Михаил Катков в октябре 1836 года готовился встретить свое совершеннолетие. Дни рождения в семье обычно не отмечались, но всегда день Ангела Архистратига Михаила (8 ноября) был праздником для него и для близких. Но в этот год именины прошли не так, как обычно. Друзья и товарищи только и обсуждали публикацию «Философического письма» Петра Чаадаева, а некоторые из них были напрямую вовлечены в скандал вокруг «Телескопа».
В «Телескопе» начиная с 1831 года регулярно печатался Н. В. Станкевич. Он был хорошо знаком с редактором журнала Николаем Ивановичем Надеждиным (1804–1856). В университете тот читал курсы по кафедре изящных искусств и археологии и был одним из самых популярных профессоров среди студентов. Его лекции по эстетике и логике привлекали слушателей со всех факультетов доступностью содержания и искрометной манерой изложения. Дар слова у Надеждина был «неистощимый и неподражаемый»[176].
По своим философским предпочтениям он был сторонником Шеллинга, по убеждениям — монархистом и противником крайностей и радикализма. Но это не мешало ему как к авторам обращаться к людям с самыми разными взглядами. К сотрудничеству он привлек и В. Г. Белинского, с которым познакомился весной 1833 года. В журнале публиковались А. В. Кольцов, В. П. Боткин, О. М. Бодянский, П. Н. Кудрявцев и даже ссыльный А. И. Герцен написал заметку о Гофмане (1836, № 10). С мая 1834 года Белинский получил возможность активно участвовать в изданиях Надеждина. Надеждин не только доверил своему молодому сотруднику временное заведование редакцией, но решился печатать осенью в «Молве» из номера в номер его первую большую статью «Литературные мечтания». В продолжение всей второй половины 1835 года Белинский в связи с заграничным отъездом Надеждина фактически руководил журналом[177].

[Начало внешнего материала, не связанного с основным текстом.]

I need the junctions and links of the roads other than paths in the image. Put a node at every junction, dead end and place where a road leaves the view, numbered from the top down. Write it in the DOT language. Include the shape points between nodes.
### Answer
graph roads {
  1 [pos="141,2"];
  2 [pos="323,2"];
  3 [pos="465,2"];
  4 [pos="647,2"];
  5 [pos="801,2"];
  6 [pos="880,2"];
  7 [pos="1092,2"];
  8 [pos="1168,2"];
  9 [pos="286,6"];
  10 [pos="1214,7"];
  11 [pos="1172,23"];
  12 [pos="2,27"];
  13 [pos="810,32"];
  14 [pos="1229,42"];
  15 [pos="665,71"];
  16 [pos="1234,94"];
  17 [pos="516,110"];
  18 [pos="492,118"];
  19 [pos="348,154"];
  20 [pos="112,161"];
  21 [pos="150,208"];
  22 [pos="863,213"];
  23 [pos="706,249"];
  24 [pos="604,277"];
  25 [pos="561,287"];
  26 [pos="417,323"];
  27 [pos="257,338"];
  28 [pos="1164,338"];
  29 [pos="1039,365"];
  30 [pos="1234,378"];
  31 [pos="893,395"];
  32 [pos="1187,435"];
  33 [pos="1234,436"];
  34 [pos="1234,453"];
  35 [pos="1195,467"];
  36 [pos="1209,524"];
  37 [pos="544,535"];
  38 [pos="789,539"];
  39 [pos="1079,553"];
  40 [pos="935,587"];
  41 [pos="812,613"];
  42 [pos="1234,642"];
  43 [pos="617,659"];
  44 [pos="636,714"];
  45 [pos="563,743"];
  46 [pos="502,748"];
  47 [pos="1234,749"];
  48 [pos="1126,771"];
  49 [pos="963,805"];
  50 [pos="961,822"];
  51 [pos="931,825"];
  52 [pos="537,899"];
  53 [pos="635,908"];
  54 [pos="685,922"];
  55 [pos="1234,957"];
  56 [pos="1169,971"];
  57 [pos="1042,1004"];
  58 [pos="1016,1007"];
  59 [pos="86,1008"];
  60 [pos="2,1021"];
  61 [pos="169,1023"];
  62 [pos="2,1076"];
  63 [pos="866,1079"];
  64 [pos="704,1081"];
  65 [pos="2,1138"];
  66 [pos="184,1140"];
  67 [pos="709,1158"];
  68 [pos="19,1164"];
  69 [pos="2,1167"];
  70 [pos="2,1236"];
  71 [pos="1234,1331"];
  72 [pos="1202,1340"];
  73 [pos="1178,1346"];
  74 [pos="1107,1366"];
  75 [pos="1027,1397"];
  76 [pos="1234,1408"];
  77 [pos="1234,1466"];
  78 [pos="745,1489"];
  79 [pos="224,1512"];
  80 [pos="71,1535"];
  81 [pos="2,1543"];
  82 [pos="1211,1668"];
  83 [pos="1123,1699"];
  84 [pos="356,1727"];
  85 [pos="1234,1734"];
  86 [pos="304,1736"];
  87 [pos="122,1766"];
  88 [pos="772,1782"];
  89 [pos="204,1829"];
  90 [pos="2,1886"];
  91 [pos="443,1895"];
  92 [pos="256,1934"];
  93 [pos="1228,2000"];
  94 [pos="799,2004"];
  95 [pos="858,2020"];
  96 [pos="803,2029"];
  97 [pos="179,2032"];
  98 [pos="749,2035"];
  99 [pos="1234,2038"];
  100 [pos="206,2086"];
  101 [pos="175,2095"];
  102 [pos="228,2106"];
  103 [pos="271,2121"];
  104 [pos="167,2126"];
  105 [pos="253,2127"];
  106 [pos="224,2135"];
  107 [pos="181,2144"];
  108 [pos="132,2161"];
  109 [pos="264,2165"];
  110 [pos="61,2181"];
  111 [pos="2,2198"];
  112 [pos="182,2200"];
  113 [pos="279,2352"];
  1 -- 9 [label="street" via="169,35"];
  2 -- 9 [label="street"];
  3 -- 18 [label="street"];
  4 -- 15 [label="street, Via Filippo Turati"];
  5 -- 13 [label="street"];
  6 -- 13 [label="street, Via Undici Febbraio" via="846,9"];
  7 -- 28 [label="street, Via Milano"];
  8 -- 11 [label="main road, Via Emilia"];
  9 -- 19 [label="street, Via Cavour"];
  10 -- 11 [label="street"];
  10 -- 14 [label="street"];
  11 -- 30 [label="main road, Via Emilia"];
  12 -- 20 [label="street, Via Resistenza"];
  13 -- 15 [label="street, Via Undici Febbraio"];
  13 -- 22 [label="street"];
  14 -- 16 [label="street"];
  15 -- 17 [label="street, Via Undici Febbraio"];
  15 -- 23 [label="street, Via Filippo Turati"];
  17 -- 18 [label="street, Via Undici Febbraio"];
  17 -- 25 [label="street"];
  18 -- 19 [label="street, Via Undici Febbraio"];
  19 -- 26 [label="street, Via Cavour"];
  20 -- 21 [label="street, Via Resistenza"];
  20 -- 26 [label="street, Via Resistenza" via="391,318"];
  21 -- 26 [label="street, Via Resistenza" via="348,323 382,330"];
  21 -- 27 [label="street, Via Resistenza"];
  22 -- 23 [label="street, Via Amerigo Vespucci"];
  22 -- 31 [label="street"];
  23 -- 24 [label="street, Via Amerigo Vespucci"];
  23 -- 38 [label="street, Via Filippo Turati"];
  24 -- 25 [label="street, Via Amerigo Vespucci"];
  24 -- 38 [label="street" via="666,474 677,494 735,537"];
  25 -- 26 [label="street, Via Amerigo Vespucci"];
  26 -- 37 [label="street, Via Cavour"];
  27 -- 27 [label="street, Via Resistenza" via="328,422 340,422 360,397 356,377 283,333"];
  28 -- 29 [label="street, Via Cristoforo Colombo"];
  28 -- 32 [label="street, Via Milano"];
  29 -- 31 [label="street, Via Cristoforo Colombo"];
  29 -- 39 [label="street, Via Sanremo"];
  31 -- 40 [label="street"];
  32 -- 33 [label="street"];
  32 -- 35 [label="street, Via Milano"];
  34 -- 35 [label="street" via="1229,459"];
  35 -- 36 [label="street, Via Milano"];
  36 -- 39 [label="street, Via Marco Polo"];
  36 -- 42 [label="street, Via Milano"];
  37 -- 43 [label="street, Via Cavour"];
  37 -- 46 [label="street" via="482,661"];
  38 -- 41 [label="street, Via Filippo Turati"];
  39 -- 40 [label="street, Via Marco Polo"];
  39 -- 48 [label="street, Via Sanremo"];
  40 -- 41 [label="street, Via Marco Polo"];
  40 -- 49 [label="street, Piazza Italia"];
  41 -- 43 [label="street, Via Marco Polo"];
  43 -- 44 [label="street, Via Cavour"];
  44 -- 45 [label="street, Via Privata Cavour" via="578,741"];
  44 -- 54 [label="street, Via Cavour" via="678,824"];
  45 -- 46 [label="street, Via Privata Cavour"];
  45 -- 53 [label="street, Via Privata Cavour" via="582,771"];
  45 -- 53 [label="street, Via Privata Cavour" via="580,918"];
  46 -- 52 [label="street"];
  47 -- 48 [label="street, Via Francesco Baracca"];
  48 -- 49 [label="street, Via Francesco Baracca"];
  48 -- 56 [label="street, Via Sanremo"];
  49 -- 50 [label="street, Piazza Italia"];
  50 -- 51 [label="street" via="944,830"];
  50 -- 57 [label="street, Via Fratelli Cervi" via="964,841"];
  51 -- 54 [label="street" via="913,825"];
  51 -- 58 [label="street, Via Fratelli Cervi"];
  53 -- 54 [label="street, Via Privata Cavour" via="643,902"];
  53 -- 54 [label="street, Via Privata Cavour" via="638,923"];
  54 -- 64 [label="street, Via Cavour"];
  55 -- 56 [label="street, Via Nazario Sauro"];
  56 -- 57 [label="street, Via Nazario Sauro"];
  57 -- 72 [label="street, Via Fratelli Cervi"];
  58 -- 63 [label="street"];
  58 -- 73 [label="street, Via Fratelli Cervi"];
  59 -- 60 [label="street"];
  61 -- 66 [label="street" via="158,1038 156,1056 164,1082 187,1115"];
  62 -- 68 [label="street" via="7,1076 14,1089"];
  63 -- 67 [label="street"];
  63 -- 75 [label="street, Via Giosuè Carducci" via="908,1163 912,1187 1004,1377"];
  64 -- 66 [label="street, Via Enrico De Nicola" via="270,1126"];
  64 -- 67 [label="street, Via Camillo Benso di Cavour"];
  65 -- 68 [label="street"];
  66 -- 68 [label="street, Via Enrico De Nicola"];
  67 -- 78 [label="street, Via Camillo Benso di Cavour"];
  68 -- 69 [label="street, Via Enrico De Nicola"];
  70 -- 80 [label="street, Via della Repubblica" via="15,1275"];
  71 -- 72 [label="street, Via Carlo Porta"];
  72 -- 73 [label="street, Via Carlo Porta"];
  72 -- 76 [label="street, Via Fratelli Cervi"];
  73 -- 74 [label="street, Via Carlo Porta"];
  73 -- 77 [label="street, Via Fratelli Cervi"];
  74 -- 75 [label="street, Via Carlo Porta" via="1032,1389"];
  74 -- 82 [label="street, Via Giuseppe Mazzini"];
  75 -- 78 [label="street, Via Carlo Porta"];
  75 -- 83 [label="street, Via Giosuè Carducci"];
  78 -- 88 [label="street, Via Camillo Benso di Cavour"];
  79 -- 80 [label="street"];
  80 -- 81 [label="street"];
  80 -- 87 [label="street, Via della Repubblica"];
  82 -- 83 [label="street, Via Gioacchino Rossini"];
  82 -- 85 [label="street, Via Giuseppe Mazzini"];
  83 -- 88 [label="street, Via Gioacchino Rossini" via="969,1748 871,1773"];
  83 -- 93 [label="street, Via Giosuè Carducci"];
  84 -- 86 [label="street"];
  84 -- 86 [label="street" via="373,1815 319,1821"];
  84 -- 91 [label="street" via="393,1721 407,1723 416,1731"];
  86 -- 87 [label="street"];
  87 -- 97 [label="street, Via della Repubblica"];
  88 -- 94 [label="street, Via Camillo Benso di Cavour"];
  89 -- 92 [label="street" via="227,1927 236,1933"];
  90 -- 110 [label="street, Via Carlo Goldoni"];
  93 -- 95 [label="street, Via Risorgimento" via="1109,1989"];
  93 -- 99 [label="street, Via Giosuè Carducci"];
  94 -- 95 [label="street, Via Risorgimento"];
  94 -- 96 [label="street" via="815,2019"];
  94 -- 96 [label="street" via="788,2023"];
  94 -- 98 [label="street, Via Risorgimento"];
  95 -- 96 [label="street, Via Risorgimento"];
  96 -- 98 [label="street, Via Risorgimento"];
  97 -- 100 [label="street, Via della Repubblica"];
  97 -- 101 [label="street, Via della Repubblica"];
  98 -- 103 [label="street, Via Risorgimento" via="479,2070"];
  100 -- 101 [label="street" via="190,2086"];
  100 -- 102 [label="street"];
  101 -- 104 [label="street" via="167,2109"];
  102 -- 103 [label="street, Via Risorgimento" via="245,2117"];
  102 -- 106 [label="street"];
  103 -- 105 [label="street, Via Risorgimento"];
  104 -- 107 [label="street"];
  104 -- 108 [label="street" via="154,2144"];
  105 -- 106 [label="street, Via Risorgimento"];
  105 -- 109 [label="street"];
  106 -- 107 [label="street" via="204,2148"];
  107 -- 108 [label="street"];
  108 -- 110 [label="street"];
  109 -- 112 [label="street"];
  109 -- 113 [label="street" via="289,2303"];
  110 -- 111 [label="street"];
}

Ни в Петербурге, ни в Москве журнал не считался сколь-нибудь неблагонамеренным или оппозиционным. В июне 1836 года Надеждин встречался по делам издания с графом Строгановым и имел с ним продолжительную беседу о направлении журнала. Попечитель, являвшийся и главным цензором в Москве, находил «Телескоп» весьма полезным, рассказал об общей политике в области воспитания и просвещения и поделился также намерением правительства усилить в университете изучение древних языков и придать преподаванию наук исключительно эмпирическое направление, не вдаваясь в их логические построения. На прощание граф заверил издателя в своей поддержке, просил «ходить к нему чаще, забыть все разделяющие нас отношения, говорить всё просто, открыто, искренно, как „Строганов и Надеждин“»[178]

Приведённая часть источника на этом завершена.